そういう恐怖につけこんで、破落戸たちは無銭飲食を繰り返しているのだから。
「でも、大丈夫ですよ。フランク様には僕がついています」
「テレンス……」
「夜道で襲ってきたら、僕が殴り返してあげますよ。僕は貴方の用心棒なんですから」
フランクがきらきらと瞳を輝かせる。子供みたいな表情が可愛くて、テレサは思わず笑ってしまった。
「お前は本当に頼りになるな、テレンス!」
フランクが笑顔でテレサの肩を何度も叩く。痛いです、と文句を言えば彼は素直に謝ってくれた。
頼りになるなんて、言われたことなかったわ。
怖い、野蛮、下品……そんな風に言われてばかりで、怪力を褒められたことなんて、フランクに会うまでなかった。
「ありがとうございます、フランク様」
「上手くいったら、パーティーでも開くか。依頼料も入るしな」
「だから、そんなことをしてたらお金が貯まりませんって」
まったく、この人は困った人だ。
けれどやっぱり、憎めないというか、放っておけないというか。
この人がモテるのは、顔だけが理由じゃないのかもしれないわね。
◆
レストランがオープンして少し経ってから、フランクとテレサは屋敷を出た。
レストランはお世辞にも治安がいいとは言えぬ繁華街にある。
「なんか、緊張してきたな、テレンス」
「そうですね」
「俺がやられそうになったら、なにより優先して守るんだぞ。いいな」
情けないことを念押しされ、はい、とやや呆れながら返事をする。
普通、依頼人を最優先しろって嘘でも言うんじゃないの?
「というか、そんなに心配なら、フランク様は屋敷で待っていてもよかったんですよ」
今回の依頼なら、テレサ一人だけで対応できる。
正直、フランクがいても助けにはならないだろう。
「なにを言ってるんだ。俺はお前の主人だぞ。

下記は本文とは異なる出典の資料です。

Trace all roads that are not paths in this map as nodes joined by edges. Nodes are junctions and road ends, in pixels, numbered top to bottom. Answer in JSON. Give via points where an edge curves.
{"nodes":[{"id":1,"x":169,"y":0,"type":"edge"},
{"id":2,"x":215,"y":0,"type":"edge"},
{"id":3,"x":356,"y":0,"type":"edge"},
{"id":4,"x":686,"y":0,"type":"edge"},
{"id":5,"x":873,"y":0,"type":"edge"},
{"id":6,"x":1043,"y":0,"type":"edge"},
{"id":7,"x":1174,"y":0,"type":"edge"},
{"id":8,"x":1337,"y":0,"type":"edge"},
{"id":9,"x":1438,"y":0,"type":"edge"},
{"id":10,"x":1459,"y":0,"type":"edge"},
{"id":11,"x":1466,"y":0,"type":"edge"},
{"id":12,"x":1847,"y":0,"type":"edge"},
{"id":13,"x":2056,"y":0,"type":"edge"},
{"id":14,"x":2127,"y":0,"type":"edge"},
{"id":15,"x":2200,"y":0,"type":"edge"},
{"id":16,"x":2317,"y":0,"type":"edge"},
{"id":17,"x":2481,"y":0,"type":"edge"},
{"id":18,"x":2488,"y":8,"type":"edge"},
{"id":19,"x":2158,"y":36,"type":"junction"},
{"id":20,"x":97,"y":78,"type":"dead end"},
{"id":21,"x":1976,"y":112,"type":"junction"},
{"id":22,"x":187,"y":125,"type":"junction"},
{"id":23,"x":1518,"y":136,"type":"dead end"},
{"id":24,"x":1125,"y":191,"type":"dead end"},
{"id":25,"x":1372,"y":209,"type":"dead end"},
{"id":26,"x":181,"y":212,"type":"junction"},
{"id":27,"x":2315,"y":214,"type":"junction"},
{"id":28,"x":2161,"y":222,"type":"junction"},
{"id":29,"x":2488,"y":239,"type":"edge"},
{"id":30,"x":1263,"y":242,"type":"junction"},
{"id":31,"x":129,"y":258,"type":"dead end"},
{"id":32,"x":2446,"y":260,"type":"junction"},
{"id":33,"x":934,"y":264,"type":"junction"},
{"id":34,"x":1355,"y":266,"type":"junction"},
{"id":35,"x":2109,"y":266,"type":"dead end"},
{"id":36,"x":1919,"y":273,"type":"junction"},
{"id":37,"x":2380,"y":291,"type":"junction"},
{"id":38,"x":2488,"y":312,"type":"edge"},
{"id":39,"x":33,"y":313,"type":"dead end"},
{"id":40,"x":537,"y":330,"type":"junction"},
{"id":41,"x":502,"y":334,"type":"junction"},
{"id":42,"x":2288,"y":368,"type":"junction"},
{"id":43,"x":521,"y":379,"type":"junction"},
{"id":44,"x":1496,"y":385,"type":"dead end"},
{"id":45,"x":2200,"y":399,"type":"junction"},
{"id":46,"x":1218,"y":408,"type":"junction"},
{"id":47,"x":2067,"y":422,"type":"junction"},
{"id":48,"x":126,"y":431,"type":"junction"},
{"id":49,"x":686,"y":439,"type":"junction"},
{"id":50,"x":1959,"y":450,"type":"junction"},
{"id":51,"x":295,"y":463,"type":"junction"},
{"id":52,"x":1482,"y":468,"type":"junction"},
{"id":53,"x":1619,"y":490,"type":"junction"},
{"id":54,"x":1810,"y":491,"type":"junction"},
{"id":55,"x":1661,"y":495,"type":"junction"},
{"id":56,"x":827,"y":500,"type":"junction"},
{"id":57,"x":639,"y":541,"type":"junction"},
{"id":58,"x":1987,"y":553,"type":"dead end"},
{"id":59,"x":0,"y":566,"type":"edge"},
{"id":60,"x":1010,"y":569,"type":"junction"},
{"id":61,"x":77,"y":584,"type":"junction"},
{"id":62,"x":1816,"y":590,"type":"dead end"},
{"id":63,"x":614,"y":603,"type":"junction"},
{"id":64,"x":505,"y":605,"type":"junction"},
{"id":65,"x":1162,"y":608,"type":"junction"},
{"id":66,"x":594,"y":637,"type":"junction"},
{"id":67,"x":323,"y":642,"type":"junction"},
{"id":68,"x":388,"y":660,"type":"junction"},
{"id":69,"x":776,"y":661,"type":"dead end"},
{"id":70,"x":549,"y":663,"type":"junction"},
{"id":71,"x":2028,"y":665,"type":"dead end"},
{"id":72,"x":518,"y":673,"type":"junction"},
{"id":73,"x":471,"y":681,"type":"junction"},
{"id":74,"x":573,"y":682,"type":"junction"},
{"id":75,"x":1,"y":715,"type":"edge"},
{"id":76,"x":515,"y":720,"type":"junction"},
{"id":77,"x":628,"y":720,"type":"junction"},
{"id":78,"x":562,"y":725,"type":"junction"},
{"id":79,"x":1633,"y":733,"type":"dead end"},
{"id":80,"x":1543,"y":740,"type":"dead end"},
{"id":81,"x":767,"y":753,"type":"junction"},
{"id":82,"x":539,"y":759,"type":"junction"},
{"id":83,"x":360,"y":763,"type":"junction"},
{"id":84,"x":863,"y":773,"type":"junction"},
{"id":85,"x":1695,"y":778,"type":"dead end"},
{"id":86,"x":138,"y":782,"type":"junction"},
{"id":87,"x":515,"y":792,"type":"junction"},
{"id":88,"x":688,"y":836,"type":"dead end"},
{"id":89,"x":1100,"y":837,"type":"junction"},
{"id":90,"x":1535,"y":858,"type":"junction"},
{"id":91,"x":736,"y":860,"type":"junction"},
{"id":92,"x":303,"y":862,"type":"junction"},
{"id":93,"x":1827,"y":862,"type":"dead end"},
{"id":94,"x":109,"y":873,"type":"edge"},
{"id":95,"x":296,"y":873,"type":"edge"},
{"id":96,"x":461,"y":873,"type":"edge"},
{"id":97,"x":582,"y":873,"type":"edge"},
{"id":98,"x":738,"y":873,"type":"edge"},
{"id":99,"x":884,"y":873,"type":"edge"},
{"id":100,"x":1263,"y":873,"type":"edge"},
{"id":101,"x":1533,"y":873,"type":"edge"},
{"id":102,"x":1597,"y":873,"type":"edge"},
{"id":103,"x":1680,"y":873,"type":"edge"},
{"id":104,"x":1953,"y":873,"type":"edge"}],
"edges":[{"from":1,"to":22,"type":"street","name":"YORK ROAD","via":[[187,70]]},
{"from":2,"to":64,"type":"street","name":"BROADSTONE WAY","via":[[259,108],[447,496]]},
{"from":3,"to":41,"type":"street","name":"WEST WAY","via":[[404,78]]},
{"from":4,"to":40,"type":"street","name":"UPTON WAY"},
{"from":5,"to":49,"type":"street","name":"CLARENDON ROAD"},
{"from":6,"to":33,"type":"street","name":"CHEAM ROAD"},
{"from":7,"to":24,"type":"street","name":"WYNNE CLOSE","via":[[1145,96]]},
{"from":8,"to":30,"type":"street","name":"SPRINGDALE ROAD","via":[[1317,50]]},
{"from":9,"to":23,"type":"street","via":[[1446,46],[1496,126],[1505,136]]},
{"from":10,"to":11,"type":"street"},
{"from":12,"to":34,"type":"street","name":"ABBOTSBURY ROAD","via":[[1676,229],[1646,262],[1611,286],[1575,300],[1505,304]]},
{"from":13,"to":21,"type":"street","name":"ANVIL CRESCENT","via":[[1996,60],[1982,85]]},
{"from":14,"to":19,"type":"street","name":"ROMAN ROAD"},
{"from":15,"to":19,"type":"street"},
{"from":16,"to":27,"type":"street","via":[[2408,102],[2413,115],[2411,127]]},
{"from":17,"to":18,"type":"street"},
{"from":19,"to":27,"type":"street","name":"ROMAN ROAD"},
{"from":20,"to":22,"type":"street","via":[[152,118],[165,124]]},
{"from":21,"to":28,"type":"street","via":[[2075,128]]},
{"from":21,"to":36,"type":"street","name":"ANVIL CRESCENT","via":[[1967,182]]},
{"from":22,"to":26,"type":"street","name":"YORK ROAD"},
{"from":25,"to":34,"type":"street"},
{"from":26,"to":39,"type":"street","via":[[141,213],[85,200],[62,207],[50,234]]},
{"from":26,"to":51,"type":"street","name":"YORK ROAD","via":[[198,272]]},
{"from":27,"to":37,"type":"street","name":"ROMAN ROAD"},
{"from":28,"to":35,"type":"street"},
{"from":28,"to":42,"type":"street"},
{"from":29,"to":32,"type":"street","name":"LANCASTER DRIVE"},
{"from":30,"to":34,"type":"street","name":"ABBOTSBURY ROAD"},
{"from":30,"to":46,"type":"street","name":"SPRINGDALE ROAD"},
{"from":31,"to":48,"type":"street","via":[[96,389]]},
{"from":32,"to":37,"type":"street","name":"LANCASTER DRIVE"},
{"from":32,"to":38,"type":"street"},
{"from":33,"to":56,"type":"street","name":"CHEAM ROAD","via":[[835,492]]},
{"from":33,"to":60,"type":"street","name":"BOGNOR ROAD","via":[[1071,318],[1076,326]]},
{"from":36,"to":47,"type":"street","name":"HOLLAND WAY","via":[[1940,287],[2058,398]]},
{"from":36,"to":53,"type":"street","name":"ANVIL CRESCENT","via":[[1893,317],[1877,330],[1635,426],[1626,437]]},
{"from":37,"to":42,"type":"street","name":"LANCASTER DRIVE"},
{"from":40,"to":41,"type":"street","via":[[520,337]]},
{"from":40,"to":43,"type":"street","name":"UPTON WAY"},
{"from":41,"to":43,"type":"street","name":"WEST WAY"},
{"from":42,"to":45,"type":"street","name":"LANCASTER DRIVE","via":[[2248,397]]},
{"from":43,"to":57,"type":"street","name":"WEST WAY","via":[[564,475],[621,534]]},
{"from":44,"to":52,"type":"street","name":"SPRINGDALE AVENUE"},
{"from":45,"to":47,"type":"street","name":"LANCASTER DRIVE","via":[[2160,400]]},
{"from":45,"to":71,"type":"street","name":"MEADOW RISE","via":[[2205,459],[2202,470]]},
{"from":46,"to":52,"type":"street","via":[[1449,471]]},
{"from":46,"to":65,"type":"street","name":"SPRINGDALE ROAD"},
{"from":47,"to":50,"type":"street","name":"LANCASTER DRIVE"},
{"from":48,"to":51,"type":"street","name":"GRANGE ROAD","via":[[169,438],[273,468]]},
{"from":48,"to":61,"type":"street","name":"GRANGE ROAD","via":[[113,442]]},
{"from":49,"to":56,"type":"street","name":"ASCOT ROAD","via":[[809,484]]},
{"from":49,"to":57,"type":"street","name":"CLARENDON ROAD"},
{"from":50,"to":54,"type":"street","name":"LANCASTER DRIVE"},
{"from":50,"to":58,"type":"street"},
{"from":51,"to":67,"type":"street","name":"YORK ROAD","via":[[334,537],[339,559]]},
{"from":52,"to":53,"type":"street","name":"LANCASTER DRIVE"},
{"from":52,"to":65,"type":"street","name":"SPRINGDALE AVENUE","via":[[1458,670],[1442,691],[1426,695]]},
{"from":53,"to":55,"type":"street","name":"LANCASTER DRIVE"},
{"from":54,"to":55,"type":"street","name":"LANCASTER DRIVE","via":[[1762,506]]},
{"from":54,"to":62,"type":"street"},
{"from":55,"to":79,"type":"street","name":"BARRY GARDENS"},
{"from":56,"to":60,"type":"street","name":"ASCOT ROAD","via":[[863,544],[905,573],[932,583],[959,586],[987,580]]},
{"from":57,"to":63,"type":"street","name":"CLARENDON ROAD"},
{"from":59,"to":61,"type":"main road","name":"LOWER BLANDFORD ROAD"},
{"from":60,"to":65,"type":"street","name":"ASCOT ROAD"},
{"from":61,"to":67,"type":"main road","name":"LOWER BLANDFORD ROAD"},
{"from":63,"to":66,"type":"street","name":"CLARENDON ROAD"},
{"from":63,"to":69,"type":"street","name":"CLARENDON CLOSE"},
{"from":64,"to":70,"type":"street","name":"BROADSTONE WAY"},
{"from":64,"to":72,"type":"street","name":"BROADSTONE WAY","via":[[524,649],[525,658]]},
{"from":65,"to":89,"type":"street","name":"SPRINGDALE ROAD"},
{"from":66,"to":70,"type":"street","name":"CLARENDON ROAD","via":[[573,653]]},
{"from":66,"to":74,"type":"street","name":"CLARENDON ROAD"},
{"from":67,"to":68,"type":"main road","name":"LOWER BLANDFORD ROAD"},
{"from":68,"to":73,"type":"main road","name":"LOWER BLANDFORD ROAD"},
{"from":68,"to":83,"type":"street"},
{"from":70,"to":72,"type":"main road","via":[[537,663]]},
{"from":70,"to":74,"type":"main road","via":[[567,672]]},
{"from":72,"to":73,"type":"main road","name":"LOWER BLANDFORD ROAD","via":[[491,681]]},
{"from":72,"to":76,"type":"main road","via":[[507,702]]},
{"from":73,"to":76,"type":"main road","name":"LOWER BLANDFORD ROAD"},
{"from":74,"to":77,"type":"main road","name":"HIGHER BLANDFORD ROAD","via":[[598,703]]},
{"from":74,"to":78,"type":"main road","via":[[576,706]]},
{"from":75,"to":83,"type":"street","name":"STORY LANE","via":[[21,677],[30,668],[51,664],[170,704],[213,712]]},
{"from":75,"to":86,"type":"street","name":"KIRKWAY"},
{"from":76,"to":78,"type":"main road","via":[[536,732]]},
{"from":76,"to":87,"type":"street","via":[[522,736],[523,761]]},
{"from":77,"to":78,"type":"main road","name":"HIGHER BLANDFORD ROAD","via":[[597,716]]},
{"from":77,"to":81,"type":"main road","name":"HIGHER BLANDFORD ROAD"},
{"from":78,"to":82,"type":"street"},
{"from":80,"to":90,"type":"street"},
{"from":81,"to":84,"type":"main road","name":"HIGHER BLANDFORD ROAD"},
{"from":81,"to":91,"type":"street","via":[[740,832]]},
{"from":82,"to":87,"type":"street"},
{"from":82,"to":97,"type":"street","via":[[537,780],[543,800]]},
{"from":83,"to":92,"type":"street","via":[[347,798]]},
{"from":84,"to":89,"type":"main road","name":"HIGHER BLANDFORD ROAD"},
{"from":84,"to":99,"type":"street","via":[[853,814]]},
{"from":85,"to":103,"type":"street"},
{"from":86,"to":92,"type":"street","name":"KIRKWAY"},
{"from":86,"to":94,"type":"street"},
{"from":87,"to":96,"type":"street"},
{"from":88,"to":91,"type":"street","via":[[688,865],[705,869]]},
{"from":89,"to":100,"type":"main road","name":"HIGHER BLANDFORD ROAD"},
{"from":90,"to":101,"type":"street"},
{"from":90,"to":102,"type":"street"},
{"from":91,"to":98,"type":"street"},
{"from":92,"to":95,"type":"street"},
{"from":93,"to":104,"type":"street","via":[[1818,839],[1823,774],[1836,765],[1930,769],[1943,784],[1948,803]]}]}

お前だけを危険な仕事に行かせられないだろ」
「……僕に守ってもらおうとしてるのに?」
「それはまた別の問題だ」
フランクは腕を組んで偉そうに頷く。やれやれ、と思いながらも、テレサの口元は緩んでしまった。
◆
「ここだな」
「はい」
レストランに到着し、中へ入る前に窓から中の様子を窺う。
まだ破落戸たちはきていないようで、店内は明るい雰囲気だった。
「先に入っておいて、奴らがくるのを待つか」
「ええ」
「それまで、ただで食事をしていいと言われているしな」
貴族らしからぬことを言い、フランクは店の扉を開けた。彼に従い、テレサも中へ入る。
店内は美味しそうな料理と酒の匂いで満ちていた。がやがやとしたうるさい空間ではあるが、賑わっているのが分かる。
こういうところにくるのは初めてだわ。
少々戸惑うテレサとは違い、フランクは慣れた様子で入り口付近にある席に座った。
「ビールを二杯頼む!」
騒がしい店内でも通るような大声で注文すると、依頼人が慌ててビールを二杯持ってきた。
そして、お願いしますよ、と目で頼まれる。
頷きで返すと、依頼人は安心した顔で去っていった。
「テレンス」
「分かりましたよ」
乾杯、とグラスを合わせると、フランクは勢いよくビールを喉へ流し込んだ。
これから仕事だというのに、豪快な飲みっぷりである。
せっかくだし、私も少しは楽しもうかしら。ビールなんて、飲んだことないもの。
初めて飲むビールは苦かったが、悪くない味がした。
そして、二人が店についてからしばらく経った後に、ガラの悪い二人の男が現れたのである。